What is Heart Failure?
Heart failure is a chronic, long-term condition in which the heart doesn’t pump blood as efficiently or effectively as it should. Despite the name, heart failure does not mean that the heart has actually “failed”; it means that the heart muscle has weakened or has a mechanical problem that limits its ability to function. As a result, the heart can no longer meet the demands of the body and there is not enough oxygen-rich blood reaching the cells.
As the damage progresses, it will lead to fluid building up in the lungs, which will cause shortness of breath. The kidneys begin to retain water and sodium, which can lead to kidney failure. Edema sets in and can affect the extremities and other organs.
The stages of heart failure:
- Stage A: A person has not yet developed heart failure but has a high risk due to one or more pre-existing conditions, such as:
- High blood pressure
- Coronary artery disease
- Stage B: A person has not developed heart failure or its symptoms, but has received a diagnosis of systolic left ventricular dysfunction.
- Stage C: A person has ongoing or past symptoms of heart failure and currently has structural heart disease.
- Stage D: A person has advanced heart failure that is difficult to manage with standard treatment.
There is no cure, however with medical intervention, treatment options and lifestyle changes, the condition can be managed quite well.
How Will Heart Failure Affect Quality of Life?
Heart failure is a leading cause of hospitalization for those over the age of 65 and represents a significant clinical burden—there are few diseases that take a greater toll on our healthcare system. About half of hospital readmissions are related to the comorbidities and/or mismanagement of the symptoms of heart failure.
One of the biggest concerns for patients post discharge is how to live with this disease and have access to healthcare during this ongoing journey. Heart failure often goes hand-in-hand with other serious health conditions such as diabetes, hypertension, atrial fibrillation, kidney issues, and COPD (Chronic Obstructive Pulmonary Disease). Most people with heart failure have at least one other significant cardiovascular condition, making living at home independently a challenge that needs careful monitoring.
Patients will need to rely on more support and resources; those who lack this intervention will often end up readmitted.

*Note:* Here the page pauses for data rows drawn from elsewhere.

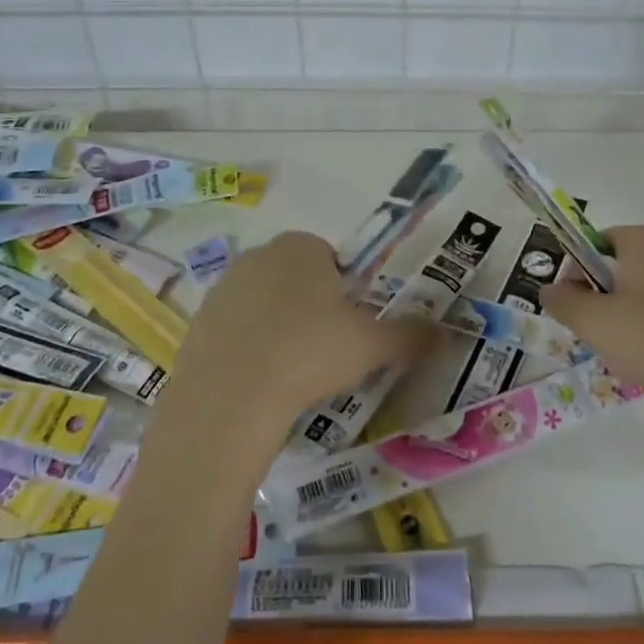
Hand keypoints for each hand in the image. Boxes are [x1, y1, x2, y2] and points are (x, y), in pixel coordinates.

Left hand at [173, 231, 433, 427]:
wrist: (230, 396)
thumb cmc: (309, 353)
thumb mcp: (371, 345)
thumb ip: (410, 335)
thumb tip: (446, 333)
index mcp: (301, 247)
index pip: (330, 257)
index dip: (344, 291)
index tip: (348, 328)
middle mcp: (259, 256)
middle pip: (295, 278)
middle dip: (311, 307)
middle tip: (325, 352)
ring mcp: (223, 288)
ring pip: (263, 304)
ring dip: (278, 327)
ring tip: (290, 372)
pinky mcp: (197, 322)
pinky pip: (234, 330)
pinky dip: (248, 349)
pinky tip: (257, 383)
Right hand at [541, 225, 643, 457]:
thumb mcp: (595, 325)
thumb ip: (563, 302)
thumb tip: (551, 289)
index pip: (599, 240)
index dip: (580, 272)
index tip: (578, 310)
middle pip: (630, 267)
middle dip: (611, 299)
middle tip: (606, 338)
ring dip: (642, 319)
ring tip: (643, 360)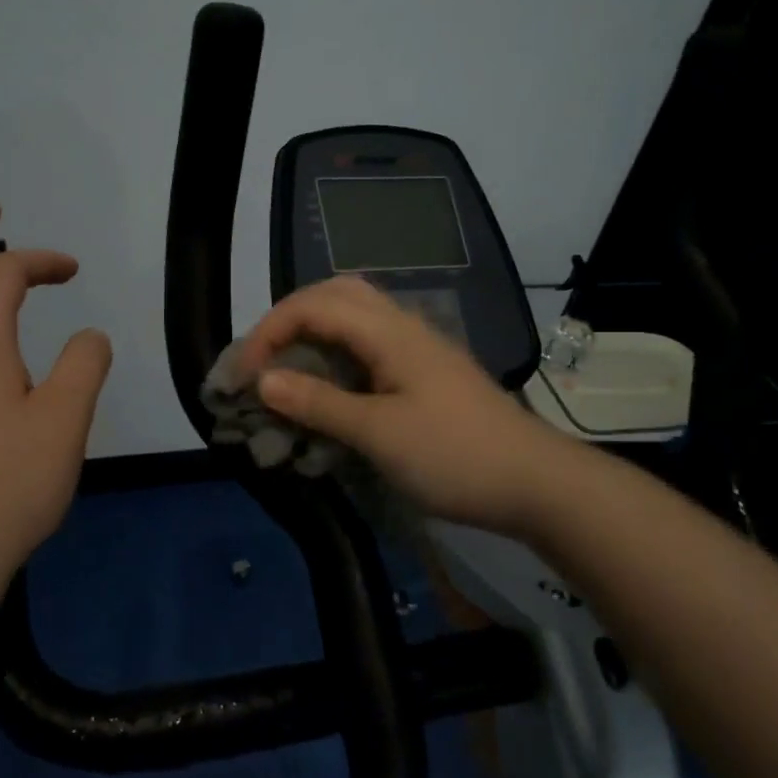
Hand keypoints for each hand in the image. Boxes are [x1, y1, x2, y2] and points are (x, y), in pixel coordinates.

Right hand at [243, 276, 562, 535]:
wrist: (535, 483)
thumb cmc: (455, 456)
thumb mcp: (378, 434)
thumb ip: (319, 404)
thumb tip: (262, 381)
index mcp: (389, 332)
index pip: (313, 305)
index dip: (269, 331)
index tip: (242, 375)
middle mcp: (401, 326)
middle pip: (334, 294)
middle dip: (289, 319)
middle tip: (262, 359)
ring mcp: (416, 348)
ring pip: (353, 317)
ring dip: (313, 334)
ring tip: (287, 370)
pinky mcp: (423, 372)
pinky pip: (367, 346)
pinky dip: (335, 356)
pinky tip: (327, 389)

It is crucial to implement appropriate interventions through comprehensive discharge instructions and having a plan of care in place to maintain stability and quality of life. With proper management of medications, suitable lifestyle changes and a specifically tailored care plan, patients with heart failure can live longer, healthier, more comfortable lives.
Amedisys provides an interdisciplinary heart failure program with a range of home health care services to help patients manage their condition at home, supporting their health and wellness and promoting independence. Our compassionate, interdisciplinary team works collaboratively with physicians to determine the best course of action, and also often includes specialized and skilled nursing care, physical therapy, occupational therapy, speech therapy and social work.
Our approach is also to provide patients and caregivers with the education that they need to monitor symptoms and maintain a healthy lifestyle. We consider patients and their support network to be valuable members of our team, as they make a tremendous difference in enhancing and improving quality of life.
We help patients manage their conditions at home by providing them with:
- Education about medications
- Proper diet and nutrition information
- Techniques for improvements in strength and mobility
- Daily exercise routines
- Help to monitor vital signs
- Monitoring heart failure symptoms
- Weight monitoring and management
- Tips on what to do if symptoms worsen
The goal is a combined prevention and symptom management strategy aimed at maintaining wellness, slowing disease progression and reducing the need for emergency room visits and hospital readmission. By providing education and skilled transitional and continuing care, we support many patients' preference to recover and remain in their homes.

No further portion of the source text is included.